Havent heard it personally, but apparently about once a year fishing guides hear people ask if the river is in a looop like a lazy river when they see the car that was shuttled down....


----------



## mattoak (Apr 29, 2013)

jalthage said:


> At the gas station in Craig on the way to Gates of Ladore:
> "Where's the rest of your boat?"
> "This is it..."
> "Boy, you're crazy the Yampa is running like twenty thousand miles per hour"
> ...


hahaha. "Nope....y'all are gonna die." 
So matter of fact.


----------



## elkhaven (Sep 11, 2013)

my most common is when I'm floating with the dogs:

"do they help you navigate?"
"do they spot the rocks for your?"
"hope they can swim"

and the all time most common when fishing:

"you got them things trained to retrieve yer fish?"....."hahahaha".


----------



## Caleb125 (Oct 25, 2012)

While at a play park:

"Is this just practice for when you actually go down the river???"
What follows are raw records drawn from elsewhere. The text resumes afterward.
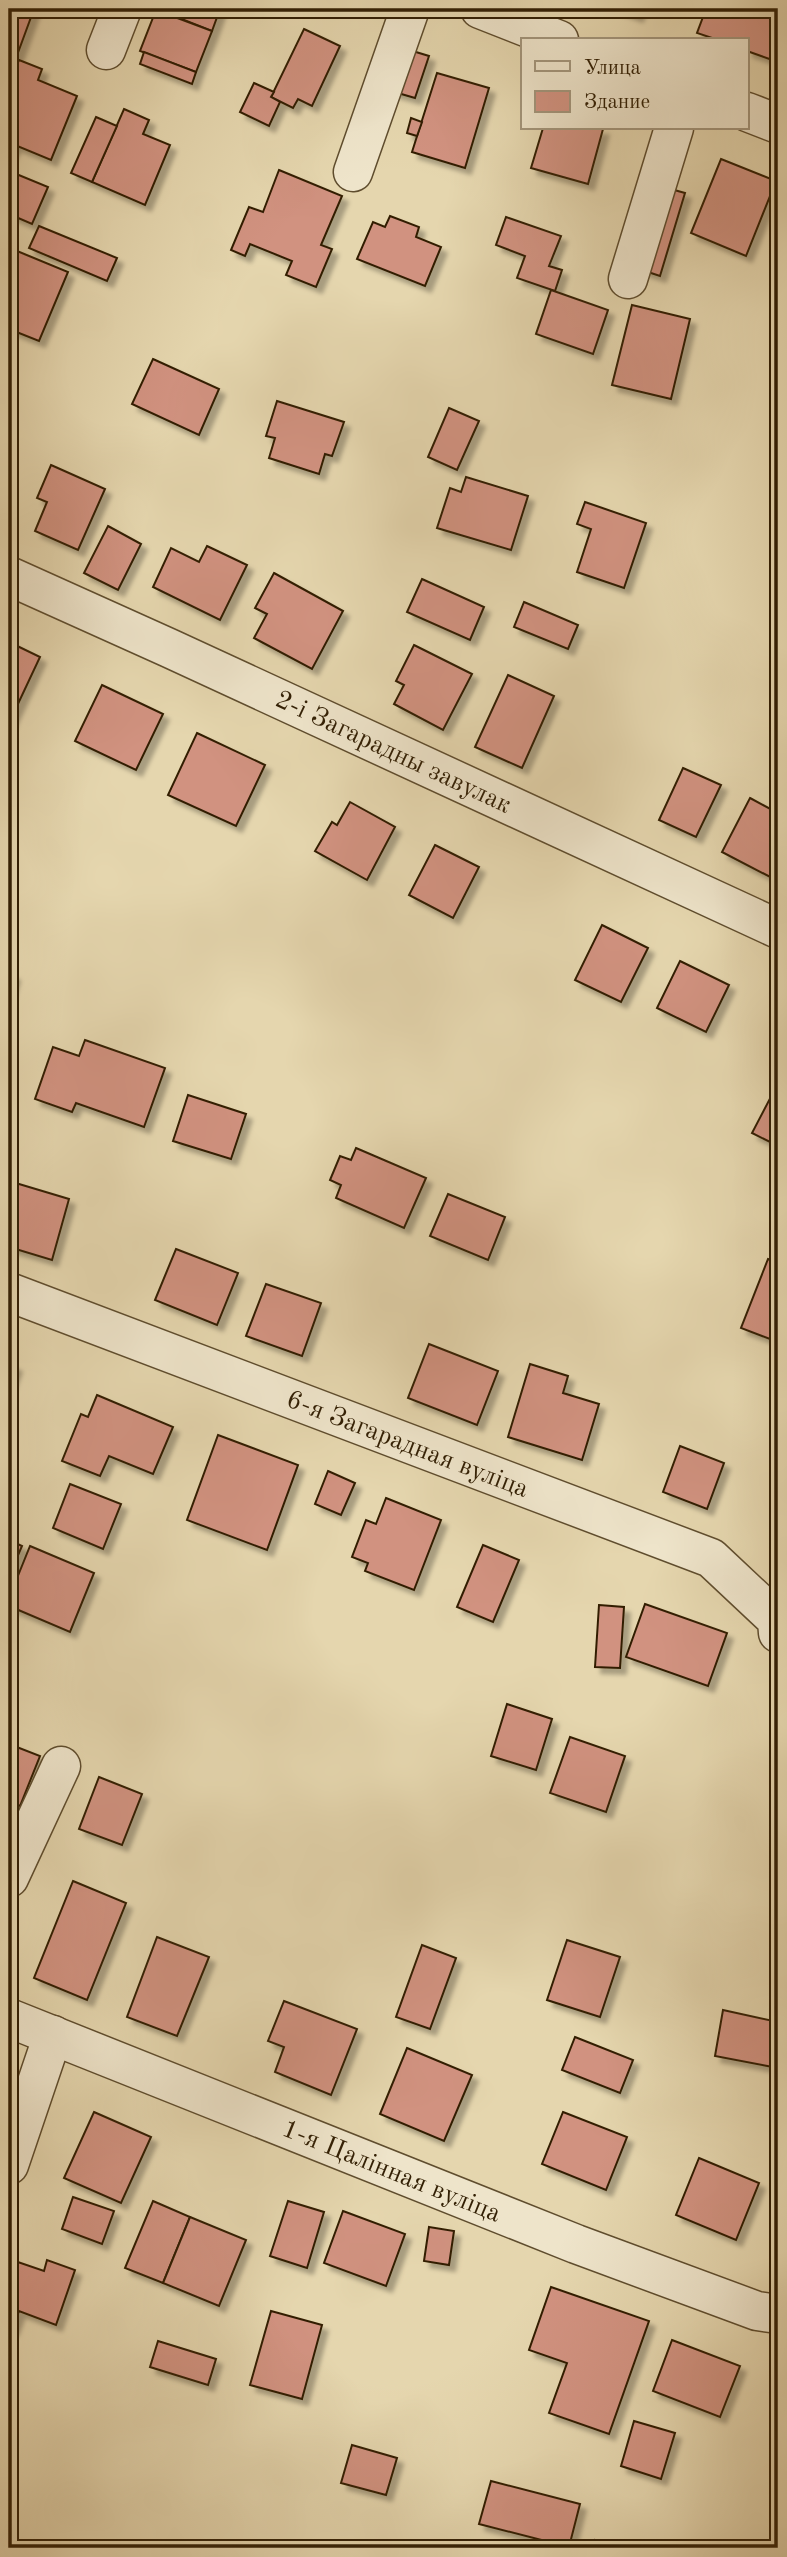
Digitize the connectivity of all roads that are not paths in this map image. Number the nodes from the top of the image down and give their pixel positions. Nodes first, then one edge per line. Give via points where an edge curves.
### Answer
1 (122, 9) edge
2 (410, 9) edge
3 (480, 9) edge
4 (554, 38) edge
5 (106, 50) dead end
6 (748, 112) edge
7 (778, 124) edge
8 (673, 130) edge
9 (354, 172) dead end
10 (628, 279) dead end
11 (9, 576) edge
12 (778, 929) edge
13 (9, 1292) edge
14 (778, 1633) edge
15 (61, 1766) dead end
16 (9, 1878) edge
17 (9, 2018) edge
18 (53, 2035) junction
19 (9, 2165) edge
20 (778, 2314) edge

1 - 5 street
2 - 9 street
3 - 4 street
6 - 7 street
8 - 10 street
11 - 12 street, 2-і Загарадны завулак
13 - 14 street, 6-я Загарадная вуліца via 712,1558 777,1620
15 - 16 street
17 - 18 street, 1-я Цалінная вуліца
18 - 19 street
18 - 20 street, 1-я Цалінная вуліца via 576,2244 757,2312

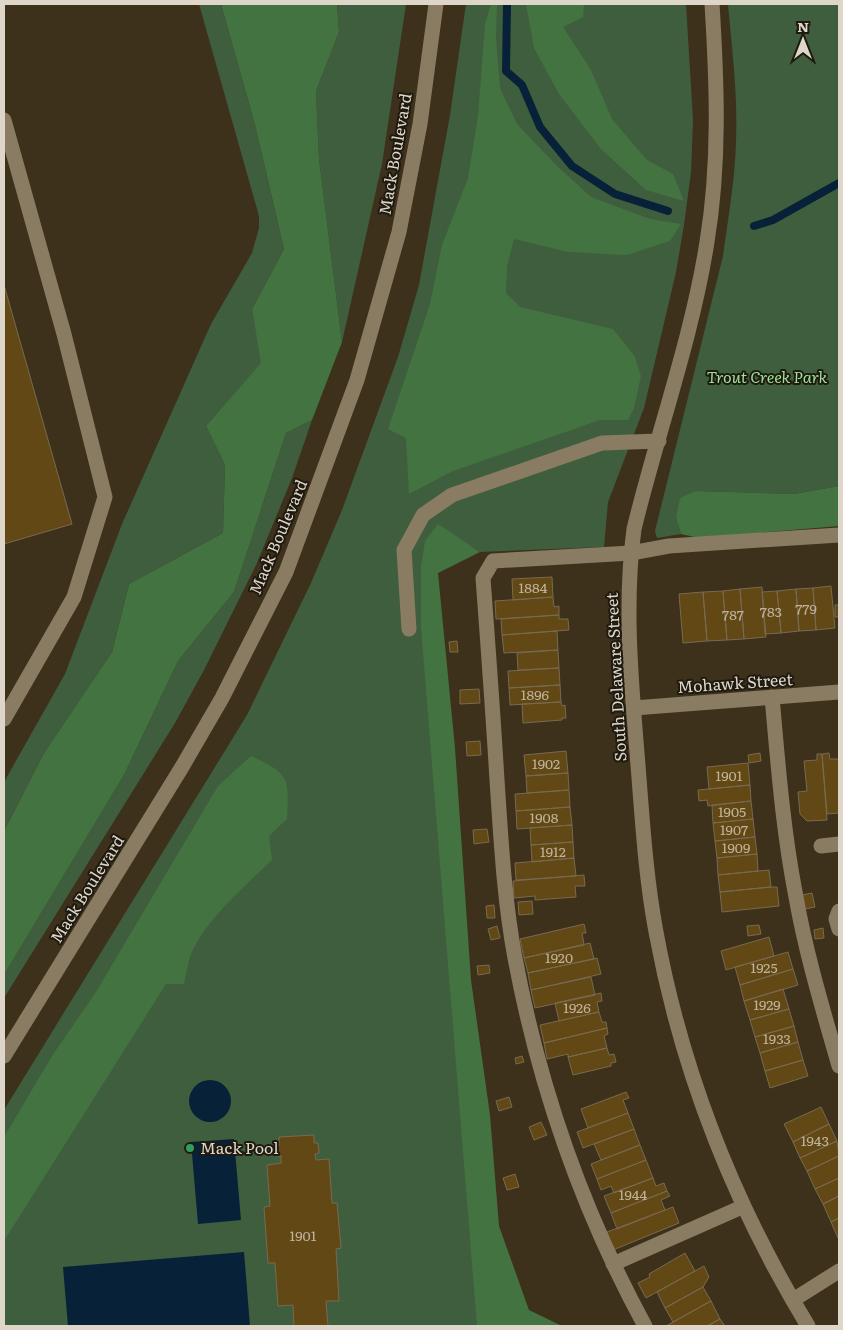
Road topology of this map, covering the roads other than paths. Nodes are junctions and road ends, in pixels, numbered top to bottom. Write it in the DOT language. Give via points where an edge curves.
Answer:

When flipping over at the play park:

"What's that trick called?!?!"

My profile picture is me browning on barrel springs and one comment was:

"aren't you supposed to have both hands on your paddle?"


----------



## SteamboatBORN (Sep 22, 2012)

jalthage said:


> At the gas station in Craig on the way to Gates of Ladore:
> "Where's the rest of your boat?"
> "This is it..."
> "Boy, you're crazy the Yampa is running like twenty thousand miles per hour"
> ...


Not surprised coming from a gas stop in Craig America! 

My story: I had just graduated from CU and a buddy took a bunch of our classmates rafting on poudre (Stevens to Poudre Park). As we are at the put-in, this girl we brought, who has the smallest life vest in the world strapped around her bikini'ed body (one of the reasons we probably invited her), and she flat out asks Chad and I if the raft has seat belts! Both of us just dropped our jaws, chucked our beers, and took a hit, because it was going to be interesting run. She turned out to be worthless on the river, but seeing her ghost white face along with the others at take out was priceless and her bikini was nice too.


----------



## dbendell (Apr 8, 2012)

While standing at bottom Royal Gorge, hopped the fence to get ice cream in our kayak garb.
Tourist says - "where are you going"? I said "the bottom." pointing downstream
Tourists says - "where did you start"? I said "the top." pointing upstream.
Toursist says - oh.


the rest are all the same
"we come back to where we started"?


----------



## bigben (Oct 3, 2010)

the classic "what elevation do the deer turn into elk??"

the other day a lady asked me "how are those rocks floating so much slower than we are??"
so i rolled up my sleeves and flexed for her -"you better call the veterinarian, cause these pythons are sick!!!"


----------



## LSB (Mar 23, 2004)

Is that fun


----------



## theusualsuspect (Apr 11, 2014)

I cut the people from TX some slack in regards to comments regarding "do we take out where we put in". Think about it, most of them go to the san juan below navajo and they literally run cycles through the tx hole and take out again for their yearly fishing trip. 

I'll never understand the appeal of that place.


----------



## noahfecks (Jun 14, 2008)

bigben said:


> the classic "what elevation do the deer turn into elk??"


Always loved this one

not a boating question but sine the majority here probably recreate on snow in the winter......

"y'all ride that ski board in the stunt ditch?"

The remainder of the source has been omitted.